Yeah, Cinnamus' advice doesn't sound right to me. Sounds like something out of a Supernanny manual.

I'm autistic and have an autistic child and wouldn't use a method like that.

No real practical advice though re dummies as mine never had one.

JudgeyMuch · 27/11/2018 13:53

The cold turkey approach sounds way too harsh.

I'd plead for a gentler approach along the lines of this (which refers to toddlers but can be applied to a nearly 5yo with an ASC and associated self-regulation problems):

www.monadelahooke.com/pacifier-question-not-make-toddler-go-cold-turkey/

magicroundabouts · 27/11/2018 23:18

Take a look at the Camelbak Eddy kids water bottle www.amazon.co.uk/Camelbak-Kids-Eddy-Bottle/dp/B013QJCEHS/ref=cts_sp_3_vtp?tag=mumsnetforum-21. I have one for my son and they are great as you have to bite and suck on the valve in order to drink, so you get a similar kind of sensory feedback to a dummy. Obviously not exactly the same, but might help as an alternative during the day.

SpringerLink · 28/11/2018 18:22

Lots of brands do an orthodontic dummy, which will have minimal impact on bit and tooth alignment. I’d start by moving to using these if you aren’t already.

I would absolutely not go cold turkey (autistic mum to autistic children, and the suggested methods sound traumatised like they might damage the way your son related to you).

Ask yourself whether you really need to get rid of the dummy now, while he lacks other calming strategies. Try learning other strategies first, then move away from the dummy.

shouting · 28/11/2018 22:07

Thanks for the recent messages. Yes my gut feeling was cold turkey would be too harsh.

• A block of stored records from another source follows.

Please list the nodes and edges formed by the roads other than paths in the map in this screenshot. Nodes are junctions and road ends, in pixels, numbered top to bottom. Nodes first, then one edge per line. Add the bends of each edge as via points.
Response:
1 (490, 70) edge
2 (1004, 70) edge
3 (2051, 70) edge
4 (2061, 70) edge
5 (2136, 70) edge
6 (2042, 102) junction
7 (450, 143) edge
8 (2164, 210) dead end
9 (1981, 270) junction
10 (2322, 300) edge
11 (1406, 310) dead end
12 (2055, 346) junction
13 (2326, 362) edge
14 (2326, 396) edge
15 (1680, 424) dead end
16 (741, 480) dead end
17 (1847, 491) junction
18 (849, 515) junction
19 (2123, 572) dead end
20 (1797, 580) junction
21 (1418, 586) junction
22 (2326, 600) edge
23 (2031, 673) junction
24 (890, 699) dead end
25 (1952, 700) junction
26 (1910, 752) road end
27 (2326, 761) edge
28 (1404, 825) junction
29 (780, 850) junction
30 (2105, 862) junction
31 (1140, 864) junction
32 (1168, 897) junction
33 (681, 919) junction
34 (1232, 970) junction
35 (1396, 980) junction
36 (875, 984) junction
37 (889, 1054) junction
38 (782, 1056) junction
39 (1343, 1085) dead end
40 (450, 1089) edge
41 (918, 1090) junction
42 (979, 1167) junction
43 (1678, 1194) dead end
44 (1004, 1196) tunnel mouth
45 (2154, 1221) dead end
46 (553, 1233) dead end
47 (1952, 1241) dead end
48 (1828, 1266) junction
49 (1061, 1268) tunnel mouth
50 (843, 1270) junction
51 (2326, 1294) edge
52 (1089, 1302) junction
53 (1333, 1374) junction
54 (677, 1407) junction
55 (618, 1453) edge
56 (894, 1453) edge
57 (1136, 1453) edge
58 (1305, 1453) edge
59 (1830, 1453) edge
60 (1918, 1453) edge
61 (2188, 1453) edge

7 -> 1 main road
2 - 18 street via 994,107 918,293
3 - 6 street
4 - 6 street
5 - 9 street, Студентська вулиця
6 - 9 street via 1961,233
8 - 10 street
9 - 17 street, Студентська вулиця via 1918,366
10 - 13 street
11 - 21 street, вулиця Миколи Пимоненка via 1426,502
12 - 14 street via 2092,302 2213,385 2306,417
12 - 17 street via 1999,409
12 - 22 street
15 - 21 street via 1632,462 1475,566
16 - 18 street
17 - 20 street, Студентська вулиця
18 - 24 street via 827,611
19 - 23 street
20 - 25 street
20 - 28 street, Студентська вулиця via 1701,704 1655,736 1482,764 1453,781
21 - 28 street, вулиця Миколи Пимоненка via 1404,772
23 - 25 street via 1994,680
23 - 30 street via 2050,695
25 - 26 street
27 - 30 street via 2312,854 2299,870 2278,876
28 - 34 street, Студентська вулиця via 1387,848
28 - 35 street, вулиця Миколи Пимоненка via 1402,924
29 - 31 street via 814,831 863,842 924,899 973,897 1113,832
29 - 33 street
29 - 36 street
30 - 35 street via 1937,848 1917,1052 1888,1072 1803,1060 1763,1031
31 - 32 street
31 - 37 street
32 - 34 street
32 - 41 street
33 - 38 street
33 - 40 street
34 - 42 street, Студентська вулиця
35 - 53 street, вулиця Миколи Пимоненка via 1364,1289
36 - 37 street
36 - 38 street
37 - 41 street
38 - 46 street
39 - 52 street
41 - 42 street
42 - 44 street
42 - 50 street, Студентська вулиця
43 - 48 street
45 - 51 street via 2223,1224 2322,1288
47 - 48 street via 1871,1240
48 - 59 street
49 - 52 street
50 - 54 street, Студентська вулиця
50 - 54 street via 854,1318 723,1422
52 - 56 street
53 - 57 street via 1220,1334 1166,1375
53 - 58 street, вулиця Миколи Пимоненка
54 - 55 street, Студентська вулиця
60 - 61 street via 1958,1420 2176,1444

He already has orthodontic dummies, and always has since he was a baby. They're the MAM ones. But the dentist says they have already affected his baby teeth. He has it in all night, and wakes us up shouting if he loses it! And then in the day if he's upset, which might only be once a day for 30 minutes, more on a bad day. The rest of the time he's dummy free.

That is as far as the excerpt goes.